The task
From the entries that follow, report every line in which "road" occurs.

Data excerpts

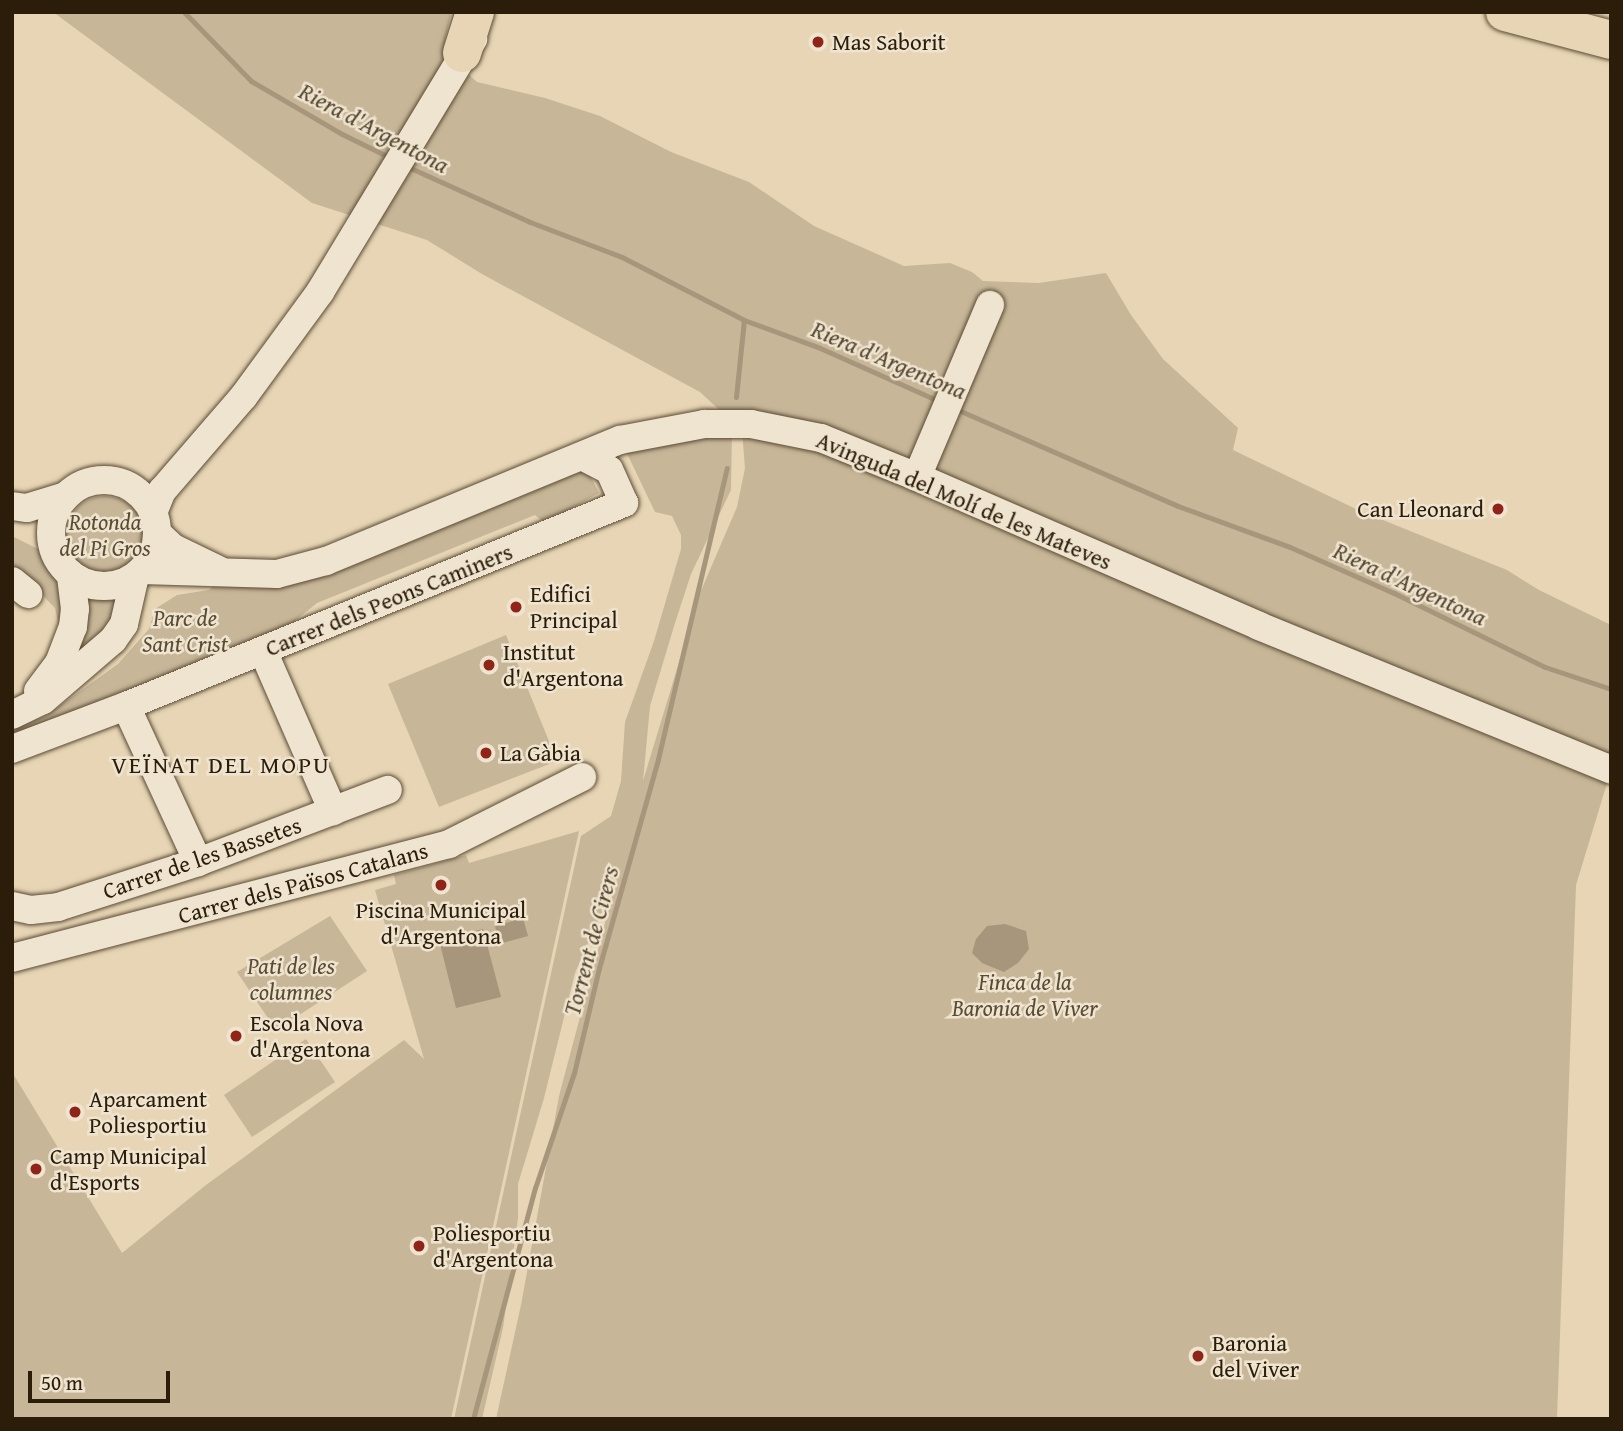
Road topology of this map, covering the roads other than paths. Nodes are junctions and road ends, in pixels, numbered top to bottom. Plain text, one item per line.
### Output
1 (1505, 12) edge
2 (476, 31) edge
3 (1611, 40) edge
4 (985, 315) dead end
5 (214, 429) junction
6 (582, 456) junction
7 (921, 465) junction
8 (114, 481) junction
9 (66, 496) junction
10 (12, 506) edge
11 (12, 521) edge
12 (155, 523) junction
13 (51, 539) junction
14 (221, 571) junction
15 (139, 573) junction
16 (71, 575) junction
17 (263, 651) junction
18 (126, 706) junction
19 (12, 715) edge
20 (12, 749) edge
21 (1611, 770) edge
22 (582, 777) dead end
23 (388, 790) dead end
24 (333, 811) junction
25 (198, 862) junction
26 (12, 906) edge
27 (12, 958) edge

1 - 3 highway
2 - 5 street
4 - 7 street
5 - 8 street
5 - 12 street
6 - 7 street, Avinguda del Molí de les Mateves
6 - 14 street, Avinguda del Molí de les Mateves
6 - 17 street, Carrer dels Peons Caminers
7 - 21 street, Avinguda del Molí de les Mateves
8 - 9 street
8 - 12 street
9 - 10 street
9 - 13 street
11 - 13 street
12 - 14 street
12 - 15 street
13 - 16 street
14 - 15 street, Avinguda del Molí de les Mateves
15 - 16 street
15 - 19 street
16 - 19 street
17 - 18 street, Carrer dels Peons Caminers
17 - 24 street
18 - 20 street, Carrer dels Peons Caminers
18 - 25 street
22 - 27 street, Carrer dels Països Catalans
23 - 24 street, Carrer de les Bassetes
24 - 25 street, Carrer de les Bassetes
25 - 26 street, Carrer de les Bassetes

* * *

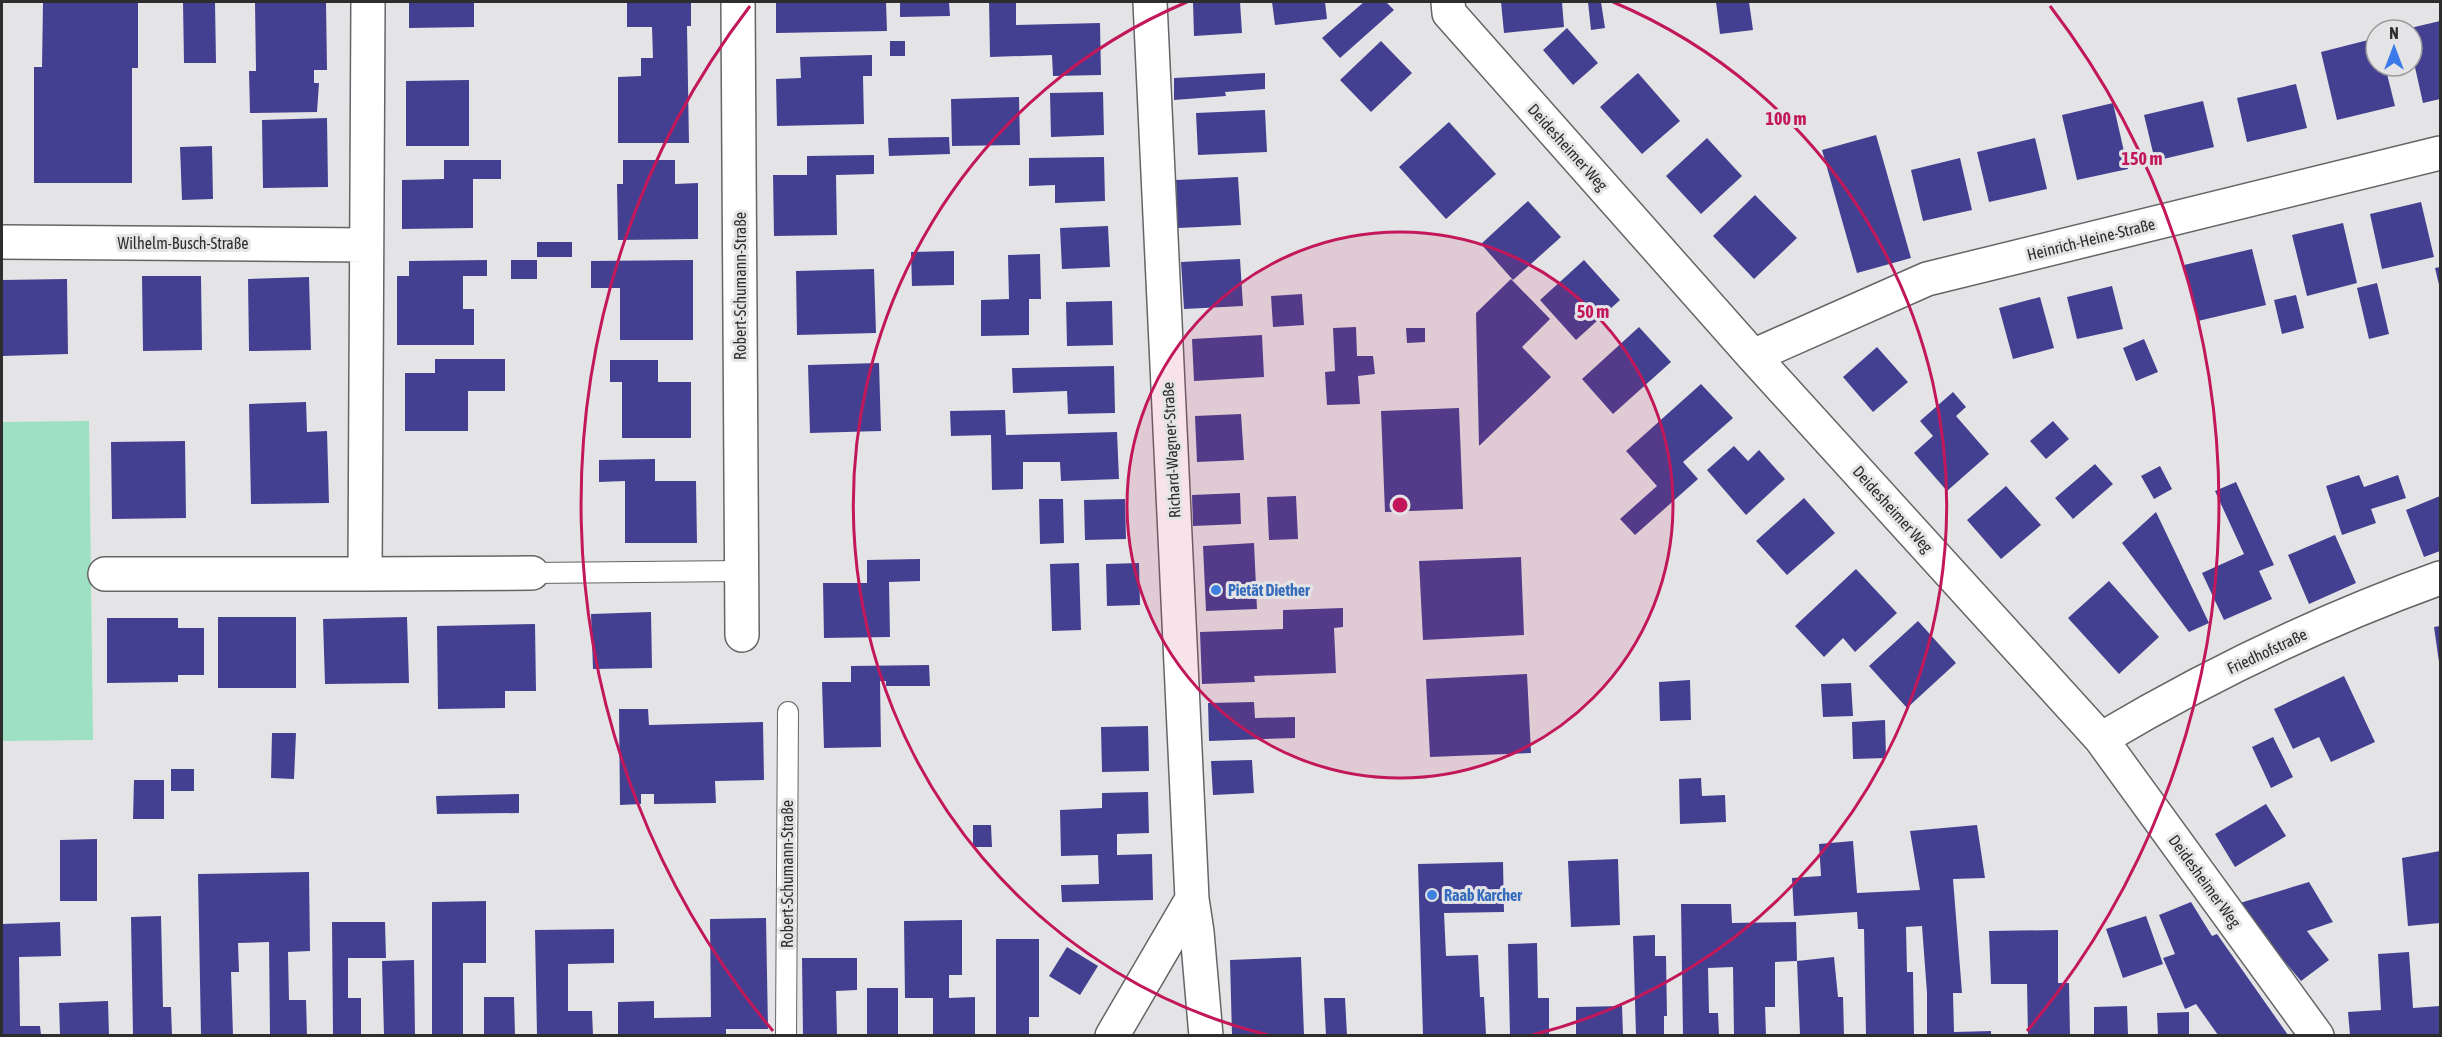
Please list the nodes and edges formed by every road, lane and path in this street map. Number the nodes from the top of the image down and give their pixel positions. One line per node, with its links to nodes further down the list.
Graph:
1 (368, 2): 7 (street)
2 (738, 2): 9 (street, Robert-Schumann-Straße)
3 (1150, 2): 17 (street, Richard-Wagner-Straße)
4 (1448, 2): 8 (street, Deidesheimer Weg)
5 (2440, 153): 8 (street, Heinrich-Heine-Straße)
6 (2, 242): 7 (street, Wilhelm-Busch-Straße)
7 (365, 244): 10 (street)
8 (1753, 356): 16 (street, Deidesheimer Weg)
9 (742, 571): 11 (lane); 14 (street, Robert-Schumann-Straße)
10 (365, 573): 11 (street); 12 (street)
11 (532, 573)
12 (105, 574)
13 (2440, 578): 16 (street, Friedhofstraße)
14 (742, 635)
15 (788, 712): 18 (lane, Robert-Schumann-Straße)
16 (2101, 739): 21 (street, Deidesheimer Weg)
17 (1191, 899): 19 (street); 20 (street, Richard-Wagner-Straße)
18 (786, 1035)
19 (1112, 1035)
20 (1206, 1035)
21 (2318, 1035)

The completed task
Road topology of this map, covering the roads other than paths. Nodes are junctions and road ends, in pixels, numbered top to bottom. Plain text, one item per line.
Please list the nodes and edges formed by every road, lane and path in this street map. Number the nodes from the top of the image down and give their pixel positions. One line per node, with its links to nodes further down the list.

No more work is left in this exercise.